China's total vehicle market expanded 7% in the first quarter and passenger vehicle (PV) sales increased 4.6%, with the PV market in China currently growing on the back of demand for Chinese brands' sport utility vehicles.

IHS Markit perspective

  • Significance: Preliminary data show that China's total vehicle market grew by lower single-digit rates in the first quarter, driven mainly by growth of demand trucks as well as sport utility vehicles (SUVs).
  • Implications: IHS Market's latest forecasts show that China's light-vehicle (LV) sales in 2017 will reach 27.8 million units, up 1.08% year on year (y/y), of which PV sales will hit 23.64 million units, up 2.57% y/y.
  • Outlook: IHS Markit envisages continued competition in China's passenger vehicle market, with a greater influx of SUVs entering as international brands aim to gain back market share from the rapidly rising Chinese brands.

The Chinese vehicle market has witnessed total sales of 2,543,000 units in March, including both passenger vehicles (PVs) and commercial vehicles (CVs), according to the preliminary summary data released by the China Association of Automobile Manufacturers (CAAM). In the month, total vehicle production in China hit 2,604,000 units, marking an increase of 3% year on year (y/y), while sales hit over 2,543,000 units, an increase of 4% y/y. Of these, the PV segment, which includes sedans, sport utility vehicles (SUVs), multi-purpose vehicles (MPVs), and minibuses, saw production reach 1,818,000 units, up 1.8% y/y, while sales reached 2,069,000 units, up 1.7% y/y.

On a year-to-date (YTD) basis (the first quarter), China's production and sales of vehicles rose by single-digit rates.
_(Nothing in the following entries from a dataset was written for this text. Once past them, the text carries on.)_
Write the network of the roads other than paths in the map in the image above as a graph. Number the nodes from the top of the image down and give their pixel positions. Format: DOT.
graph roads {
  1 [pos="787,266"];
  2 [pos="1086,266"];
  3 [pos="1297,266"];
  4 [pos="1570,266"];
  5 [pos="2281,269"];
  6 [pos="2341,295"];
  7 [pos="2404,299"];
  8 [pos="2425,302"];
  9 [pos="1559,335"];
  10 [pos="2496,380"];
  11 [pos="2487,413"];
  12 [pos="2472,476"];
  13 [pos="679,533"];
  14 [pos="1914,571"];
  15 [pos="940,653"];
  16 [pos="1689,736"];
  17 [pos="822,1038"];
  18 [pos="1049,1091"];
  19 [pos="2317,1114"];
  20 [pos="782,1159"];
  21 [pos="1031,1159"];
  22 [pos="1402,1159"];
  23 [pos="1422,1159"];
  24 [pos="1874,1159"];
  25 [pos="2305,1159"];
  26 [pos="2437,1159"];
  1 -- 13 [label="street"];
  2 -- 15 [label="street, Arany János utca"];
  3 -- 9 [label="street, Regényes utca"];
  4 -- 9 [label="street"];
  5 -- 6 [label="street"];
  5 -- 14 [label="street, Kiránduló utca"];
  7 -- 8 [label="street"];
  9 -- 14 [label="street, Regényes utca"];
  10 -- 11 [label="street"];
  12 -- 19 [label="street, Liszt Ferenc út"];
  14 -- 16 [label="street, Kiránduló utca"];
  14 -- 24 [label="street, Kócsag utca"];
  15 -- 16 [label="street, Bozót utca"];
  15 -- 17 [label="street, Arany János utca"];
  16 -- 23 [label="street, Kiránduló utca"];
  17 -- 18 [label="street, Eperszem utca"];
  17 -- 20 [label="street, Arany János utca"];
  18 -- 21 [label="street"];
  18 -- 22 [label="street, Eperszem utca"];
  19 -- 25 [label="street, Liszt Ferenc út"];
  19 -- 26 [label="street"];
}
Total vehicle production in the first quarter reached 7,133,000 units, marking an increase of 6.8% y/y, while sales were 7,002,000 units, up 7% y/y, the CAAM states. Within the total, PV production in the first quarter reached 6,107,000 units, up 6.8% y/y, while sales reached 5,948,000 units, up 4.6% y/y.

In March, the volume of vehicles sold with 1.6-litre or smaller displacement engines dropped 0.1% y/y to 1,451,000 units, accounting for 69.2% of the PV market in China. In the first quarter, sales of vehicles with 1.6-litre or smaller displacement engines rose 4.8% y/y to 4,196,000 units, accounting for 70.6% of the PV market.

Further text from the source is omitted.